Nou de la Rambla, 32, 08001 Barcelona • Ph. +34 933 020534
While wandering through El Raval, I thought I saw the word “vegan” catch my eye in a store window. I stopped and looked and since it was a bakery, I assumed it was just my hopeful imagination. After studying the display for a moment, however, I found what I thought I’d seen: a little plate of brownies with a sign that read “Lujuria Vegana.” I stepped inside and asked the man behind the counter and he pointed to a chilled display case next to the door. It was filled with vegan goodies from the vegan bakery, Lujuria Vegana.
If you stumble across a bakery with vegan goods while in another country, I think it would be criminal to not try at least one thing. So we did. We hemmed and hawed until we finally settled on one of the brownies we’d seen on display in the window.

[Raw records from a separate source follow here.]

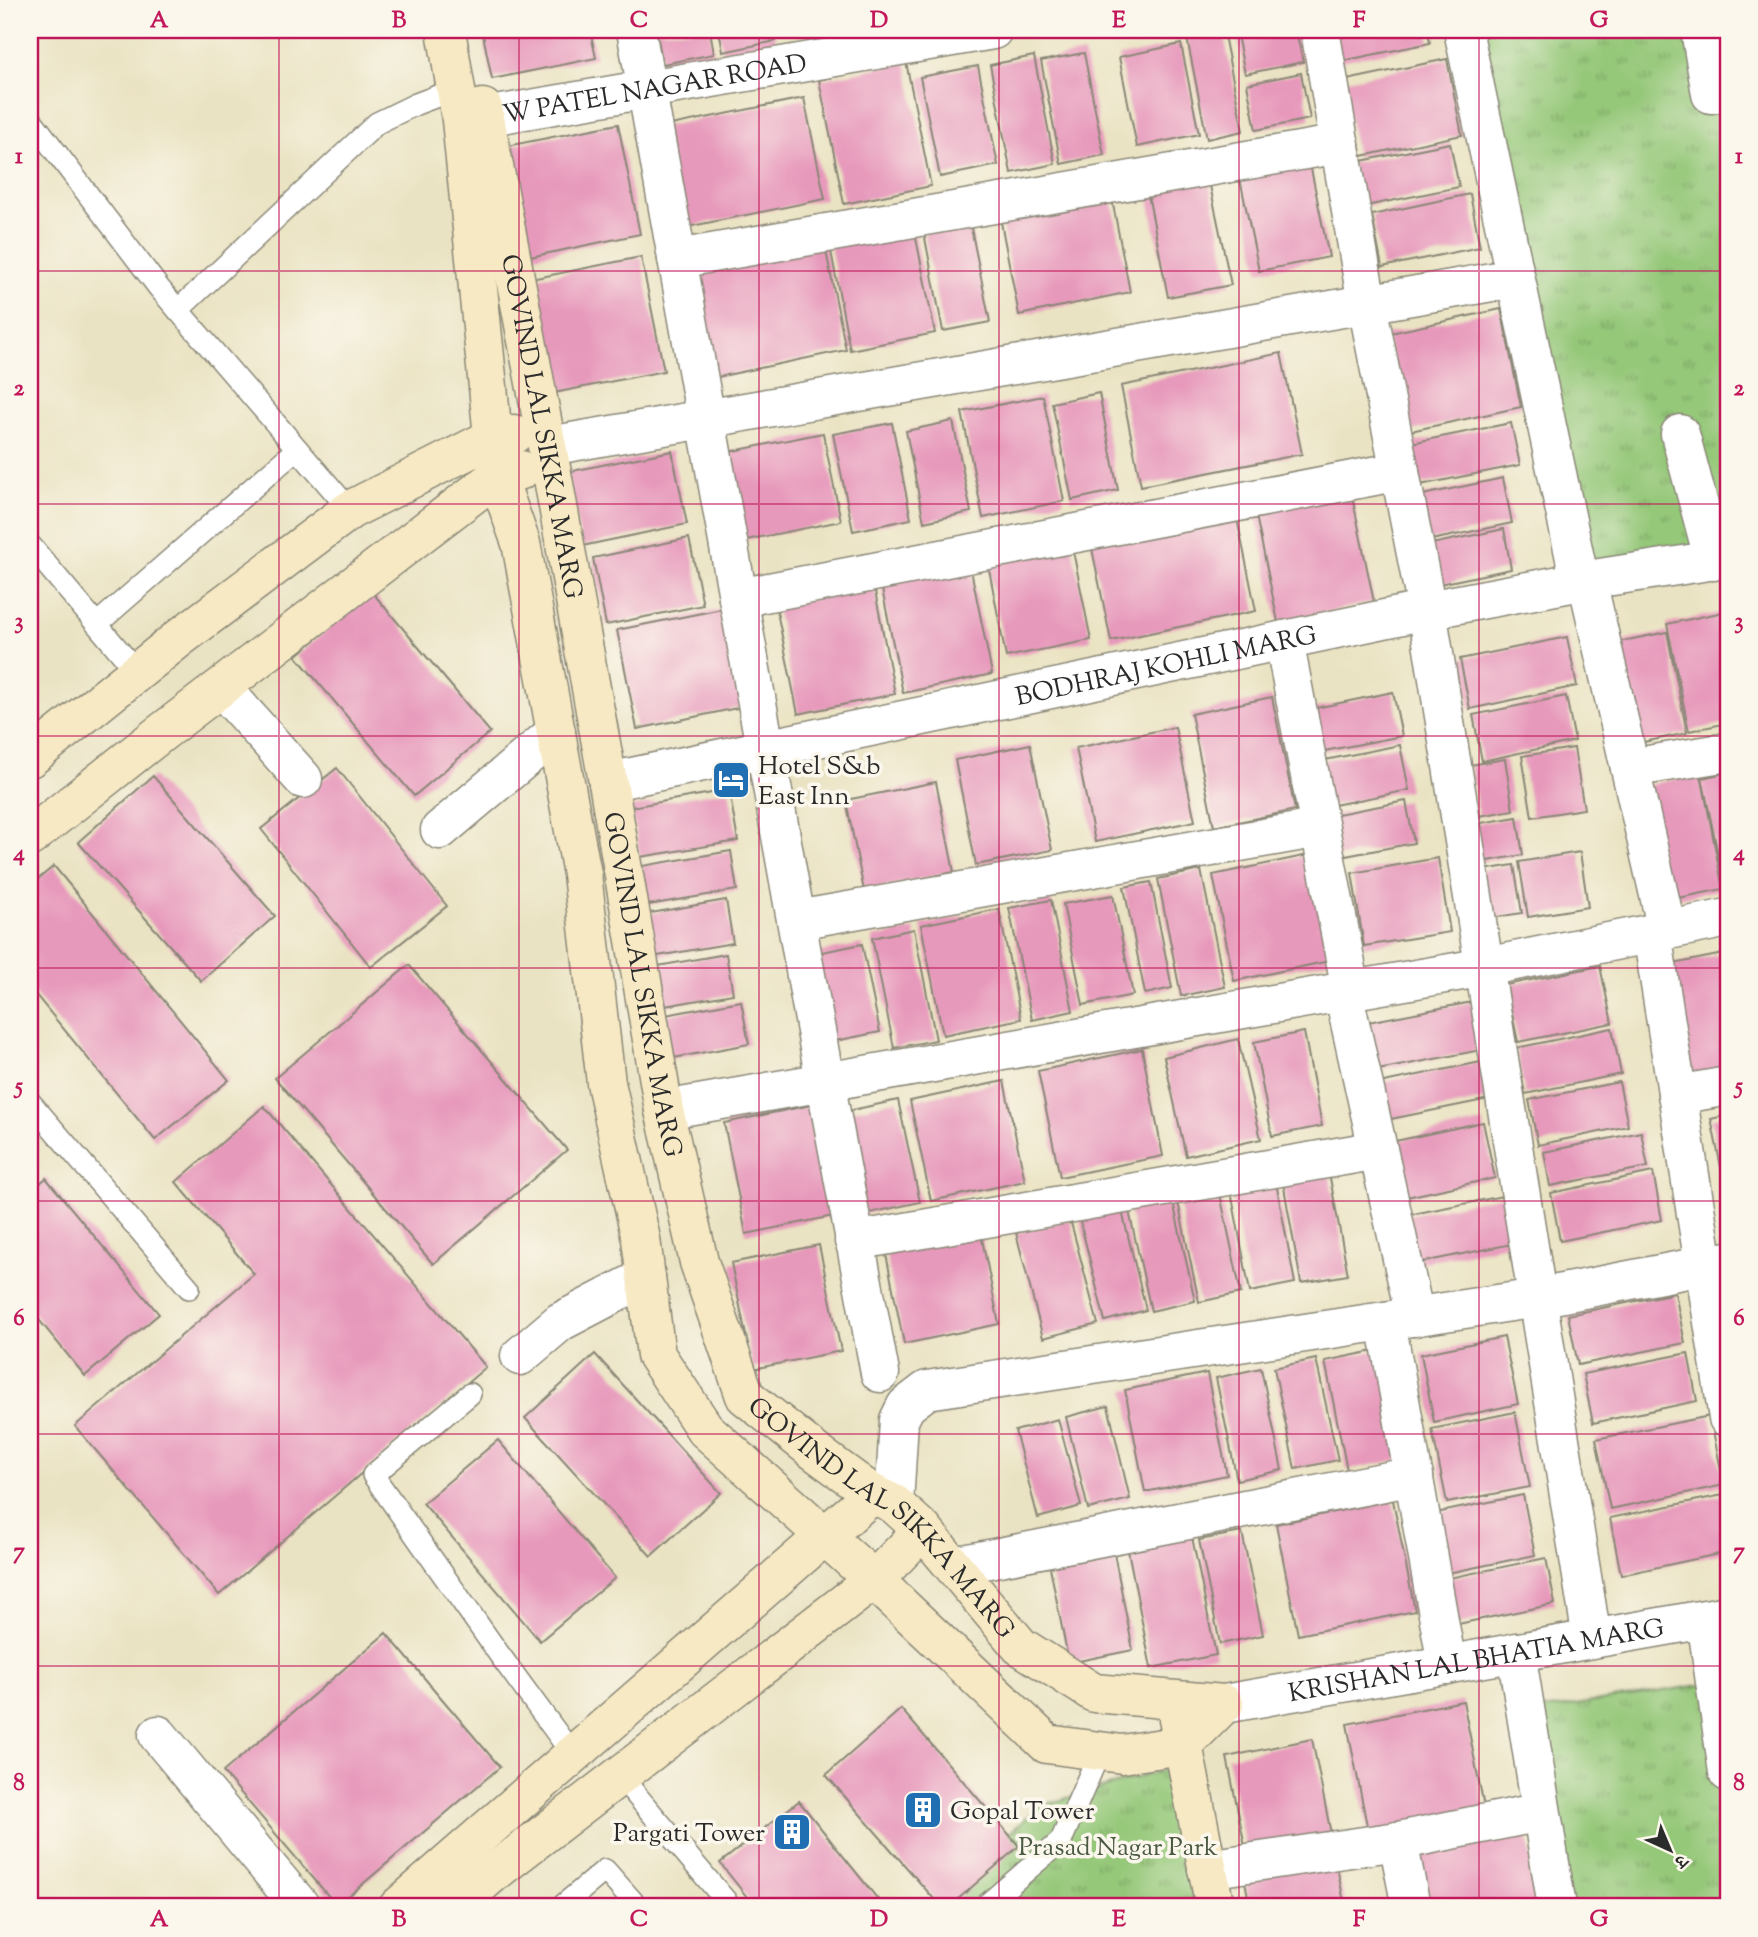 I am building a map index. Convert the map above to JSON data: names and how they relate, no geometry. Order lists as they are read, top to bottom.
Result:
{
  "streets": {
    "street": [
      "W PATEL NAGAR ROAD",
      "GOVIND LAL SIKKA MARG",
      "BODHRAJ KOHLI MARG",
      "KRISHAN LAL BHATIA MARG"
    ]
  },
  "crossings": [
    ["W PATEL NAGAR ROAD", "GOVIND LAL SIKKA MARG"],
    ["GOVIND LAL SIKKA MARG", "BODHRAJ KOHLI MARG"],
    ["GOVIND LAL SIKKA MARG", "KRISHAN LAL BHATIA MARG"]
  ],
  "parks": ["Prasad Nagar Park"],
  "places": {
    "hotel": ["Hotel S&b East Inn"],
    "building": ["Gopal Tower", "Pargati Tower"]
  },
  "north": "bottom right",
  "grid": {
    "columns": [
      "A",
      "B",
      "C",
      "D",
      "E",
      "F",
      "G"
    ],
    "rows": [
      "1",
      "2",
      "3",
      "4",
      "5",
      "6",
      "7",
      "8"
    ]
  }
}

It was very, very good. I wish we had made it back to try one of their cupcakes or one of their fancier pastries, but alas, we didn’t have enough time to try all of the wonderful vegan treats in Barcelona!

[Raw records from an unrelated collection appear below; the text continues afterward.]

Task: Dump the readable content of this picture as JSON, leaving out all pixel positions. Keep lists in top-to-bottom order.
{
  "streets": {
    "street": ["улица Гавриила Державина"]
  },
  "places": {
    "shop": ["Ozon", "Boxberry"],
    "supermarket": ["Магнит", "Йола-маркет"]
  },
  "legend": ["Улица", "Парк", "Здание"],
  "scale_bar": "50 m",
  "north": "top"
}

Carrer de Sant Antoni Abat, 52, 08001 Barcelona • Ph. +34 934 416411
I’d come across Sesamo on Happy Cow before we’d left on our trip, and I’d added it to our list of places to try. Sesamo is an organic vegetarian restaurant with most of it’s menu items capable of being made vegan. It had gotten great reviews and I was intrigued by the idea of being able to have a vegan meal of Spanish tapas.
We made a reservation as many of the reviews had said we should do but when we got there, there were a few tables occupied but it wasn’t nearly as packed as I’d expected. The server brought us the Specials board, a chalkboard with the special written in English on one side and Spanish on the other. Every item on the specials menu and the regular menu are marked with a “V” if they are able to be made vegan.
We started off with gazpacho because you have to have gazpacho is Spain. You just do. Chris doesn’t like cold soups but he seemed to be alright with this one. I liked it, but I wasn’t blown away either.
We also got a plate of olives because at this point in my trip, I was at the height of an olive obsession, along with some Pan Con Tomate (which is toasted french bread drizzled and olive oil and rubbed with garlic and a tomato, allowing all of the tomato pulp to stay on the toast). Both were simple but good. It felt good to be enjoying traditional Spanish tapas.
Next up, we branched out and tried a few of their specials. We started with the “Grilled Peaches, Beets, Yogurt, and Lentils Salad.” We were told it could be made vegan so I assumed they would replace the yogurt with a soy yogurt but instead they left it out altogether. It was tasty, but I felt that it would’ve been better with a vegan yogurt mixed in.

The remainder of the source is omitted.